Below are the records; copy each line in them that holds the word "Number".
Supplied records START
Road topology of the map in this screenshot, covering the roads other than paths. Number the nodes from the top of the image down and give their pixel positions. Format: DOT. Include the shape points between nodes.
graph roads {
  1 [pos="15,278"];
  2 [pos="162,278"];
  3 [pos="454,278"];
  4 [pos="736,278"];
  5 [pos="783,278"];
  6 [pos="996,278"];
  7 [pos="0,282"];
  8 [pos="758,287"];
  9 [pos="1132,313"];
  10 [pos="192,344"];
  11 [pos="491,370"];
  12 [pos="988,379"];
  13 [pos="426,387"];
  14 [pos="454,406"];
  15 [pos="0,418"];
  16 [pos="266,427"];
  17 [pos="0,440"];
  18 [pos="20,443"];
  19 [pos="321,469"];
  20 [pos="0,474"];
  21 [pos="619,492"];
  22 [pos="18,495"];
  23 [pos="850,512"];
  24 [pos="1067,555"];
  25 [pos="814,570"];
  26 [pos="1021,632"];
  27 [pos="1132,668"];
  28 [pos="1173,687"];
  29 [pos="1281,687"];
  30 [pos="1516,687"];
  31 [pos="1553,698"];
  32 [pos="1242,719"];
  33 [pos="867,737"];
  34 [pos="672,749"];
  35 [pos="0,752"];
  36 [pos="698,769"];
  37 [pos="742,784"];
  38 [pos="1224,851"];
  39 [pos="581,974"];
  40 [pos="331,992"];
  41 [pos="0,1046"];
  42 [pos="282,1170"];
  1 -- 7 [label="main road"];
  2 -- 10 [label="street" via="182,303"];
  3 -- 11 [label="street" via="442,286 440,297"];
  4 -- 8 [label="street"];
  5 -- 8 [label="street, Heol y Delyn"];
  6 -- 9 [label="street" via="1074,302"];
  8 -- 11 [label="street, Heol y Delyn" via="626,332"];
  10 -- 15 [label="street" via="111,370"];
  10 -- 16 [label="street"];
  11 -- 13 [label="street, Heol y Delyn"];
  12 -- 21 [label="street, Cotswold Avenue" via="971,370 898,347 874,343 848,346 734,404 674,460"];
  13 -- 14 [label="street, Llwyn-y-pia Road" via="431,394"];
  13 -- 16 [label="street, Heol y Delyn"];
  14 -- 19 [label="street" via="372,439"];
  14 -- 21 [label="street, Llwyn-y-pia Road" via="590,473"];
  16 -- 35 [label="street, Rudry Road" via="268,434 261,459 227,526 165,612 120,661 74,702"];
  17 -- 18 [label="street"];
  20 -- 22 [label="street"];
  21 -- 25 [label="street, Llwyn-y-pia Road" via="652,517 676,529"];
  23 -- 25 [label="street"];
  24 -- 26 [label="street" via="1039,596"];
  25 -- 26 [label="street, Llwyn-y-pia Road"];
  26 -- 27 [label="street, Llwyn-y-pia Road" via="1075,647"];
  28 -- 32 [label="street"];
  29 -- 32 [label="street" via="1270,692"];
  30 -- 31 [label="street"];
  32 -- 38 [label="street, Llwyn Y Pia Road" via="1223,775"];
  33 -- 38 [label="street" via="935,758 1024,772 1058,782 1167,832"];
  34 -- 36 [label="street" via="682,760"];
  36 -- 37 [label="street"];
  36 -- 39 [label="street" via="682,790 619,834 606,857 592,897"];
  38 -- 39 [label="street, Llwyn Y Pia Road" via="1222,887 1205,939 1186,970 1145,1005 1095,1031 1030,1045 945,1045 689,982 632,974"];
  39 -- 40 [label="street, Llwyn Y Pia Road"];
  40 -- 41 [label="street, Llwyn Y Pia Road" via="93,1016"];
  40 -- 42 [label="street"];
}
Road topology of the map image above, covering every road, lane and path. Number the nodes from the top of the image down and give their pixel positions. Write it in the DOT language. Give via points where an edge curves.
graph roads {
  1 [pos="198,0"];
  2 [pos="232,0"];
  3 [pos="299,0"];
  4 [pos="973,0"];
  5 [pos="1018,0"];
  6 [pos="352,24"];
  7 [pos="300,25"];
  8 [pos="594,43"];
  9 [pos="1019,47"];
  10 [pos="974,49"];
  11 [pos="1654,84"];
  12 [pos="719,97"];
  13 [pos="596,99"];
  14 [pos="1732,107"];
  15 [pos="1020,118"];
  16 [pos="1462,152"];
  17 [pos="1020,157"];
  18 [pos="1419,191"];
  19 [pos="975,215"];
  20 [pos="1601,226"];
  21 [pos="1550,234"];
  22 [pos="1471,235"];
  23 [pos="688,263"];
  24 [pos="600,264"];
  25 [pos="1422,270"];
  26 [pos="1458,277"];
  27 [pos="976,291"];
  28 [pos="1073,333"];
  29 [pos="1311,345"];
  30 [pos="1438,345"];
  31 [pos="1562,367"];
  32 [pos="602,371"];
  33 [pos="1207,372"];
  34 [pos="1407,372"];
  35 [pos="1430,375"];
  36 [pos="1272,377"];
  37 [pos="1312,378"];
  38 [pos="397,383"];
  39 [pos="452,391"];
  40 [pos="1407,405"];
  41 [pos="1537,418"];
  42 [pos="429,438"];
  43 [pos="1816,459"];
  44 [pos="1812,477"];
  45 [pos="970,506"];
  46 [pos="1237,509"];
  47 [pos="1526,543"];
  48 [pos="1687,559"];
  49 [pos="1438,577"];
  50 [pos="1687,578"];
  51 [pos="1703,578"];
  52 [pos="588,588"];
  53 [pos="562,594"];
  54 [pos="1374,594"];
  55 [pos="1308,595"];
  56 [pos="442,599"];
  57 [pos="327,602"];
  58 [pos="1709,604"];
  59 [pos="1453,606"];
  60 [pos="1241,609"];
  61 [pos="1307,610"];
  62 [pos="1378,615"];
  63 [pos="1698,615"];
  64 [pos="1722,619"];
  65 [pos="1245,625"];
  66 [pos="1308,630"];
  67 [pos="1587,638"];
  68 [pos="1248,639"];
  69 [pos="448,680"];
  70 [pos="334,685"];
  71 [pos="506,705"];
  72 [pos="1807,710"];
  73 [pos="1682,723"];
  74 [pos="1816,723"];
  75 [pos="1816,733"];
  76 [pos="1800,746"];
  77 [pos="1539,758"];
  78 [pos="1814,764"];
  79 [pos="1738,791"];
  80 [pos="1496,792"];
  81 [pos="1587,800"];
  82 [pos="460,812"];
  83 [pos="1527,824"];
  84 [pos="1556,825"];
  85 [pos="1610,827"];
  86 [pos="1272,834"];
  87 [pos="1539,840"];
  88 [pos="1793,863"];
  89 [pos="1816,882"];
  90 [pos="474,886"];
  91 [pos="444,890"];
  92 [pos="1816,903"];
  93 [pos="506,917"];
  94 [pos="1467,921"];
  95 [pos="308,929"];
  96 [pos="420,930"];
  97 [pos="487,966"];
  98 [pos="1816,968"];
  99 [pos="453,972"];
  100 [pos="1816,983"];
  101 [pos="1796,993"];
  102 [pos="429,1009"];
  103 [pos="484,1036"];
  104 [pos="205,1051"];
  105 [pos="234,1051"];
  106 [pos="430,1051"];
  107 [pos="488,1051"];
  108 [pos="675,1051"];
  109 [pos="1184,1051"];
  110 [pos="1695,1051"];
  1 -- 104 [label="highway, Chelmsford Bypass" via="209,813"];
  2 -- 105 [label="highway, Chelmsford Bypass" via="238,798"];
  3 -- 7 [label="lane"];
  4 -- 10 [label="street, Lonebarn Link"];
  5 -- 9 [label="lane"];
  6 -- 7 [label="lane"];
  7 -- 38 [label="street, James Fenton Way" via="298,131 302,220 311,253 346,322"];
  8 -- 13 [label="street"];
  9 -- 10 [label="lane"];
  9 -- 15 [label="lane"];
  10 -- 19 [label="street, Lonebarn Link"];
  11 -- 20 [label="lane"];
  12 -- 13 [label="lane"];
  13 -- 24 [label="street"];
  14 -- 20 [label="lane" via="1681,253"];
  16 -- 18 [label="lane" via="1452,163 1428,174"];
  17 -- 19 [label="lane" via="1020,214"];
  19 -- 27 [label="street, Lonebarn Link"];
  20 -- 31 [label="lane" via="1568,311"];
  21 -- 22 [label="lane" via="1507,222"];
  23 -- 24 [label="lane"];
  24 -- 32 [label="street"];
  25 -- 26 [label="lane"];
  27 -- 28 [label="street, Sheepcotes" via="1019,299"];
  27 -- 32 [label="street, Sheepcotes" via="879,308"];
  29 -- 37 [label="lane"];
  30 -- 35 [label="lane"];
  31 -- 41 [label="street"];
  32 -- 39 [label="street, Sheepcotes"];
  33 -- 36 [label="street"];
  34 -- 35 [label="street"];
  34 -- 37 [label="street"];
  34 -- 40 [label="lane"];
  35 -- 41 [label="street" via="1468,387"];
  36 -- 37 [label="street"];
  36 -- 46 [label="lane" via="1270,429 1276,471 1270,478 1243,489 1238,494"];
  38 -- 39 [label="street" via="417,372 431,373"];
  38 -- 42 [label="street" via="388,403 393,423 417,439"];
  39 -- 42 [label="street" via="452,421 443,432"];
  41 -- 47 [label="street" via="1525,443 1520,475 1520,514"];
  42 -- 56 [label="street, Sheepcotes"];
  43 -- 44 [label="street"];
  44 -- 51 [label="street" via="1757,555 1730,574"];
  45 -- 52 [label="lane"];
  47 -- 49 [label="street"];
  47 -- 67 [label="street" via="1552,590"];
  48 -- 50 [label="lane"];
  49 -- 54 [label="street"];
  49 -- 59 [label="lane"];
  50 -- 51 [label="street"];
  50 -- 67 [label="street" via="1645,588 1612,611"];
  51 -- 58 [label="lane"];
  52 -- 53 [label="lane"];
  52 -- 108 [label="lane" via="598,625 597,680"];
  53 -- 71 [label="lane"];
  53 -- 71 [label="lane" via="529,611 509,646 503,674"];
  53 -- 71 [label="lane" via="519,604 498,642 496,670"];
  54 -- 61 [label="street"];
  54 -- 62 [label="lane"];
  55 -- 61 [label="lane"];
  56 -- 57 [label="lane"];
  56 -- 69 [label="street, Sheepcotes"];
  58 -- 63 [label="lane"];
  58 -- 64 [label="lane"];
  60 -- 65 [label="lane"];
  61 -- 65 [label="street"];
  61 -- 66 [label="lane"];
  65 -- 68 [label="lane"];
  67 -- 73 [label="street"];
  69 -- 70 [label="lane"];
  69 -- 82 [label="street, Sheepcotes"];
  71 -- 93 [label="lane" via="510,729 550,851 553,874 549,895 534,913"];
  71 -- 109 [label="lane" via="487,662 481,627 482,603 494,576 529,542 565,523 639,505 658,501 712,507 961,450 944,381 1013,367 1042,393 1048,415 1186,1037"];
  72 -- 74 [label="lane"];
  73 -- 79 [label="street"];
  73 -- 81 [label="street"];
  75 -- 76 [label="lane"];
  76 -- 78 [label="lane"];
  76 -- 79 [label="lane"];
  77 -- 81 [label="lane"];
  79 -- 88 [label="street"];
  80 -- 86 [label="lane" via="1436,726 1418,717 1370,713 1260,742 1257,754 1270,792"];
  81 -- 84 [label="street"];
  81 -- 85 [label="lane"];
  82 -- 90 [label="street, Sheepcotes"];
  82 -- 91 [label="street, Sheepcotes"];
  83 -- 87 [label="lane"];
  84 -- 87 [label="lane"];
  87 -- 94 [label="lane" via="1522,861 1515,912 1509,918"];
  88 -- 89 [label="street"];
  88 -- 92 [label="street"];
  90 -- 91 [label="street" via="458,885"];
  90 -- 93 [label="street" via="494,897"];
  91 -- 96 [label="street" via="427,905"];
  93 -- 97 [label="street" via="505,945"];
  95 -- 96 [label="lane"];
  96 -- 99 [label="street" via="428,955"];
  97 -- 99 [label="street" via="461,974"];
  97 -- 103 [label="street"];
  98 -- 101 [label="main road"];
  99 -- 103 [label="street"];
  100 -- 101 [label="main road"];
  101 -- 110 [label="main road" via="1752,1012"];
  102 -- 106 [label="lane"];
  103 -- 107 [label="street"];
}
Supplied records END
Task response →
Road topology of the map in this screenshot, covering the roads other than paths. Number the nodes from the top of the image down and give their pixel positions. Format: DOT. Include the shape points between nodes.
Road topology of the map image above, covering every road, lane and path. Number the nodes from the top of the image down and give their pixel positions. Write it in the DOT language. Give via points where an edge curves.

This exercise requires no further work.